● AIM OF THE TASK
Of all the lines below, output only those starting at the one with "ring pip: (853, 1046)" and ending at the one with "index dip: (1171, 940)", both ends included, exactly as written.

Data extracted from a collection

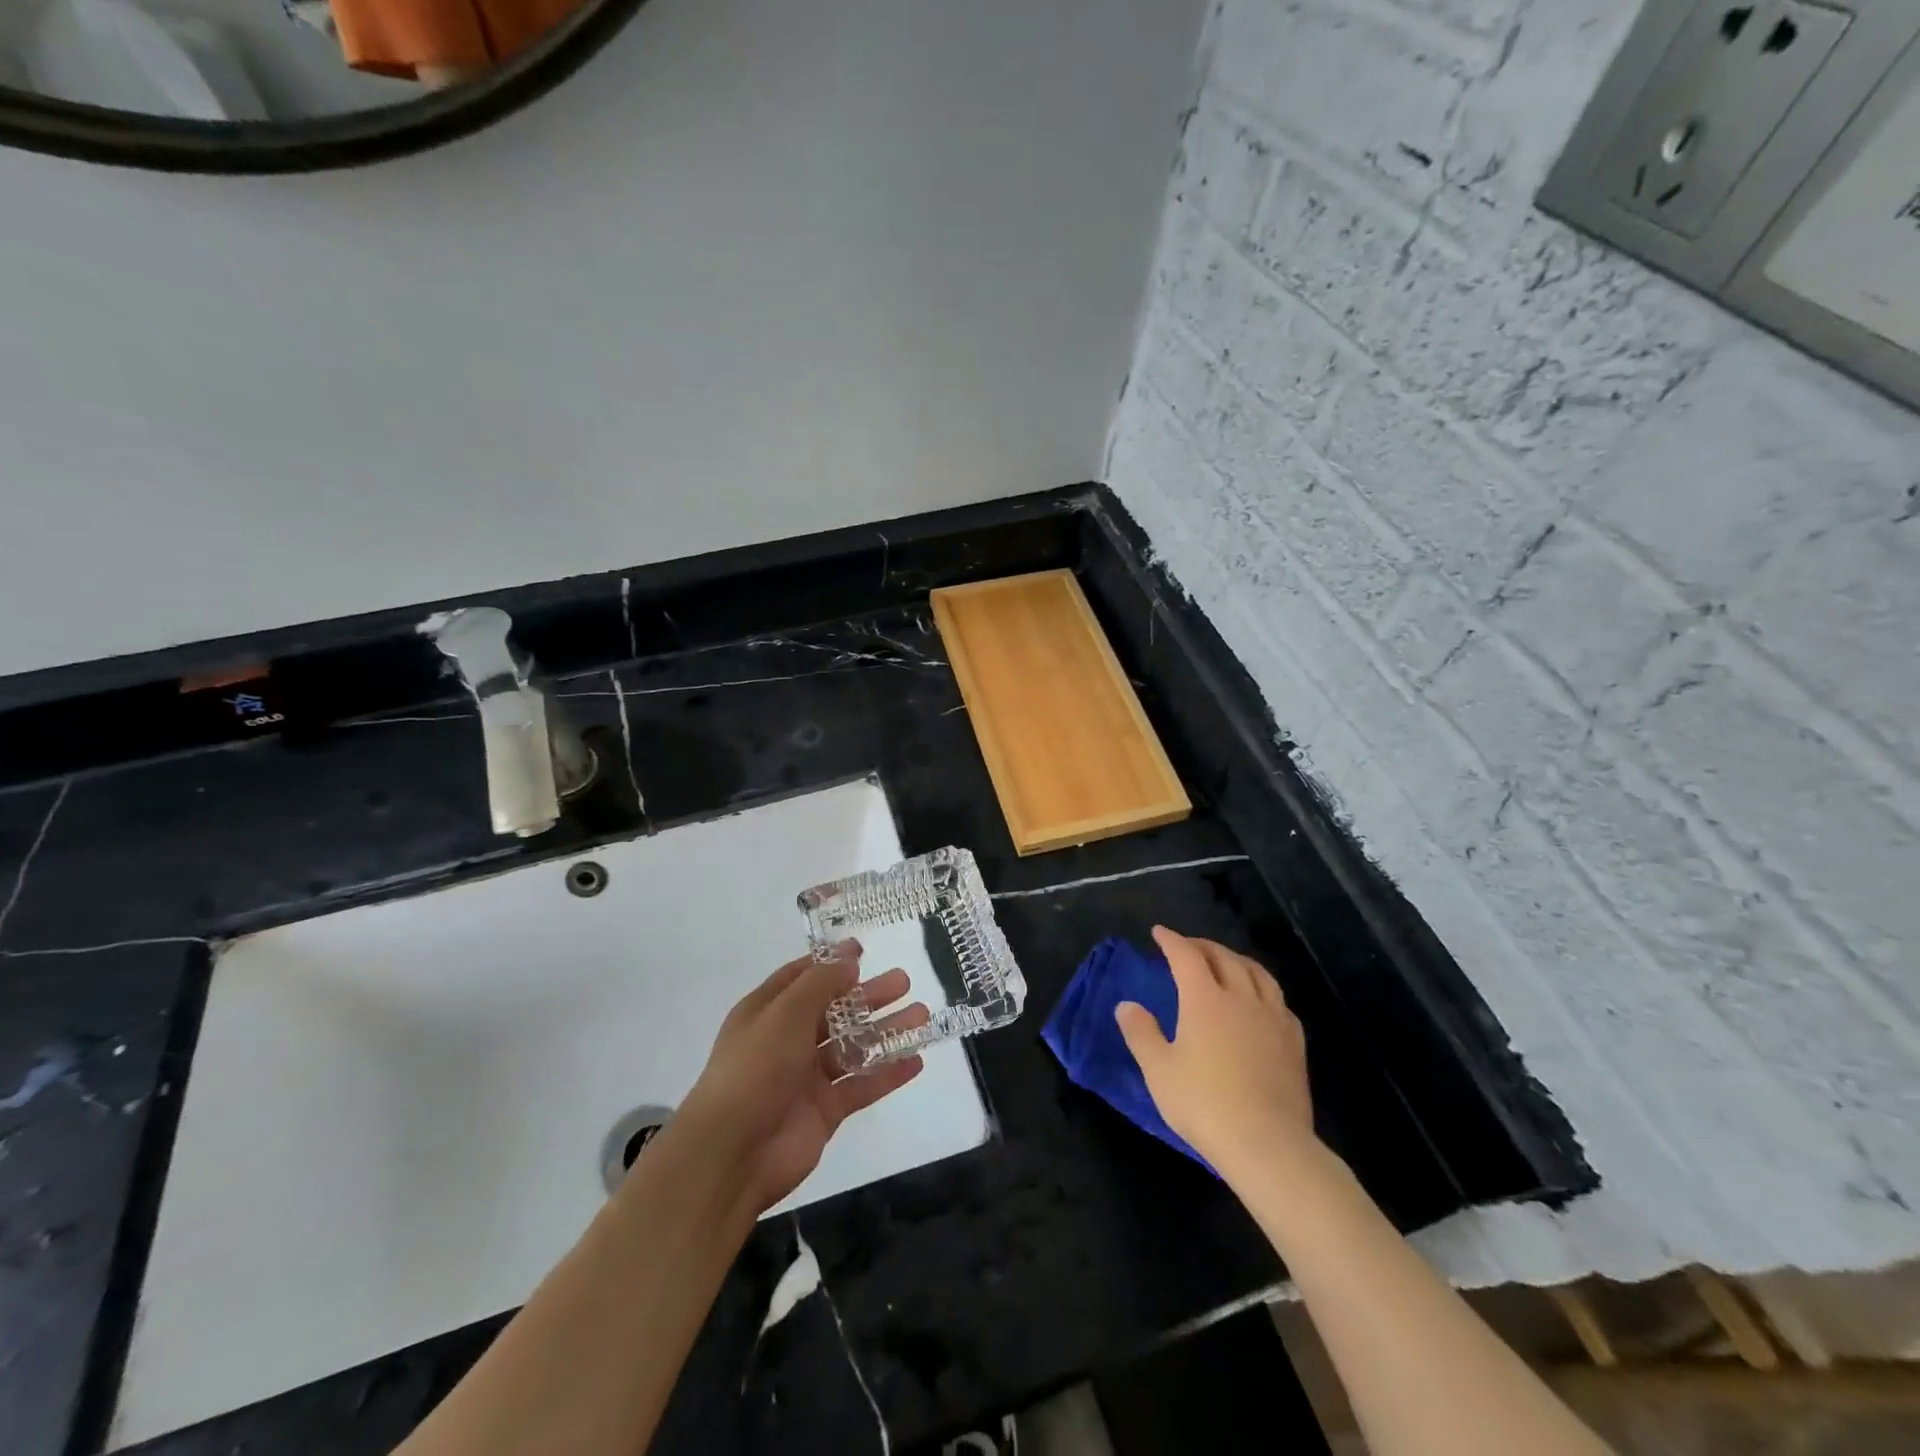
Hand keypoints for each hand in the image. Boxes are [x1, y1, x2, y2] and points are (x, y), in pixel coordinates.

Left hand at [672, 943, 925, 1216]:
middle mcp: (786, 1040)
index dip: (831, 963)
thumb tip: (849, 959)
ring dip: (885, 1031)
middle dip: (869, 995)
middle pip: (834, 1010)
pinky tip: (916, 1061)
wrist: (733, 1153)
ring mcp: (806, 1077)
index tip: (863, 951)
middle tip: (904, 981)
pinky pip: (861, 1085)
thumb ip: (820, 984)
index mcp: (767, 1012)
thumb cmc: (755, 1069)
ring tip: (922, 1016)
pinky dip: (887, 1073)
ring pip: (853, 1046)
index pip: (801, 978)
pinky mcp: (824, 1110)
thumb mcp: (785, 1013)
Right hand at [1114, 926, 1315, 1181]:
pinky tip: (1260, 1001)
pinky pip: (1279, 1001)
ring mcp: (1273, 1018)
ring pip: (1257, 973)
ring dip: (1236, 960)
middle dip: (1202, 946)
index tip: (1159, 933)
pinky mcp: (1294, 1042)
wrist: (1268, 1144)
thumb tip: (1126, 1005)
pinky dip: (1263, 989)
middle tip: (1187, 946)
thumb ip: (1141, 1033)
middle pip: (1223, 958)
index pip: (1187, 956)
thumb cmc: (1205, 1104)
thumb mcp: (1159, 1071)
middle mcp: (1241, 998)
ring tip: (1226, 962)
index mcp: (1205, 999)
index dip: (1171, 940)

--

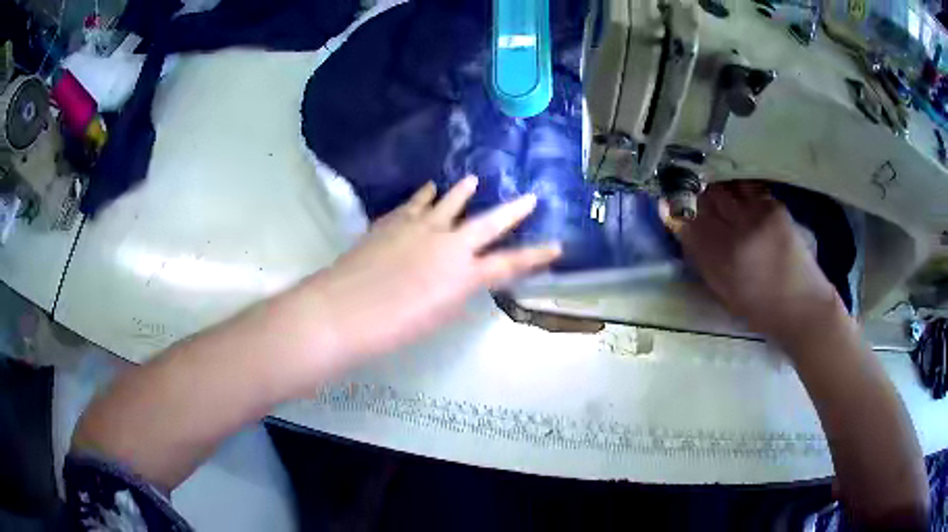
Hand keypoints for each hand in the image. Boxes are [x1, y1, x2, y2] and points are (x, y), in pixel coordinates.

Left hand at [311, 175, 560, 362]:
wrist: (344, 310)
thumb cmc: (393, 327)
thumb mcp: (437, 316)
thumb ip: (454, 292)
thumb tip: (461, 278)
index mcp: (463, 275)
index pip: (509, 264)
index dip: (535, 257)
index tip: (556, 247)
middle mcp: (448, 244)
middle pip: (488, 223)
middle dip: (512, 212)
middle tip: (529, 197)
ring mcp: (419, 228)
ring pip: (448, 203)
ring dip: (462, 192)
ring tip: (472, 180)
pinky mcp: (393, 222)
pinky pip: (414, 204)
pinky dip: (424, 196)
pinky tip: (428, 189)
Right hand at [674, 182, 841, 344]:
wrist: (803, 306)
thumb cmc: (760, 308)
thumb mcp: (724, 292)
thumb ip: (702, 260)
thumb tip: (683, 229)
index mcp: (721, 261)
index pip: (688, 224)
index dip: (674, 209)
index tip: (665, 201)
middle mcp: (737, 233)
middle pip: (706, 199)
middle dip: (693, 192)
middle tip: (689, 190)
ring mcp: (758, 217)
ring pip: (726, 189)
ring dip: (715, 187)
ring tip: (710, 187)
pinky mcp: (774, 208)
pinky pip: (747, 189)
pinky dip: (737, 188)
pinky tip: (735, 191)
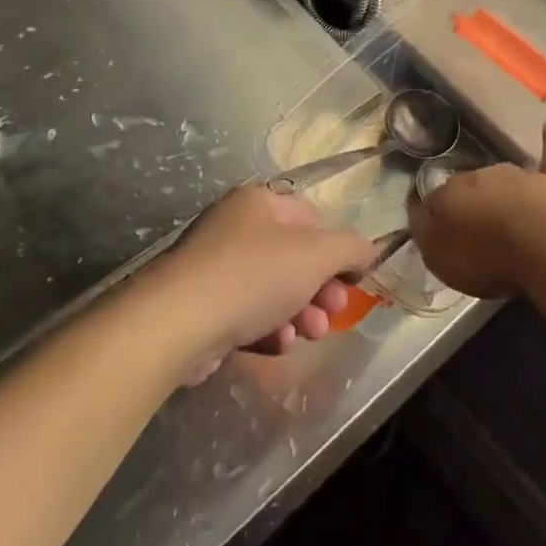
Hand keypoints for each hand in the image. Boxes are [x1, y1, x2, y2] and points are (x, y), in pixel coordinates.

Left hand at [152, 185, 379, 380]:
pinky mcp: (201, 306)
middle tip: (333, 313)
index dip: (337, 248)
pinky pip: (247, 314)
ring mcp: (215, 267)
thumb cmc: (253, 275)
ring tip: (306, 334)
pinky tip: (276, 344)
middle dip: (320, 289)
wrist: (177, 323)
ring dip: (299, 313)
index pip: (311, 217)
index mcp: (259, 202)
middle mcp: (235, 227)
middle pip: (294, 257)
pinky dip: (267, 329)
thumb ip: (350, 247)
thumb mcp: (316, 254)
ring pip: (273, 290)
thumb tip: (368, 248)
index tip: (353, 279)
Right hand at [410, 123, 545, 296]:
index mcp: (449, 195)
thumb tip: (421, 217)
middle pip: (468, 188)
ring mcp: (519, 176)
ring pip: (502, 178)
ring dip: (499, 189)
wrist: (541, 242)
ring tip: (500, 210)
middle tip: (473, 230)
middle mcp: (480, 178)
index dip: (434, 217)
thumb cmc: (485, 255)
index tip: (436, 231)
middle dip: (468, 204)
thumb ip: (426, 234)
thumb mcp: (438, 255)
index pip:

● SOLUTION BELOW
ring pip: (853, 1046)
index pip: (801, 978)
pinky mcp: (824, 1110)
thumb mcp: (785, 1013)
Right hand at [1114, 926, 1315, 1181]:
pinky tip: (1260, 1001)
pinky pip: (1279, 1001)
ring mcp: (1273, 1018)
ring pip: (1257, 973)
ring dip: (1236, 960)
middle dip: (1202, 946)
index tip: (1159, 933)
pinky mcp: (1294, 1042)
wrist: (1268, 1144)
thumb tip: (1126, 1005)
pinky dip: (1263, 989)
middle tip: (1187, 946)
thumb ip: (1141, 1033)
middle pip: (1223, 958)
index pip: (1187, 956)
thumb cmc: (1205, 1104)
thumb mcp: (1159, 1071)
middle mcp: (1241, 998)
ring tip: (1226, 962)
index mcp: (1205, 999)
index dip: (1171, 940)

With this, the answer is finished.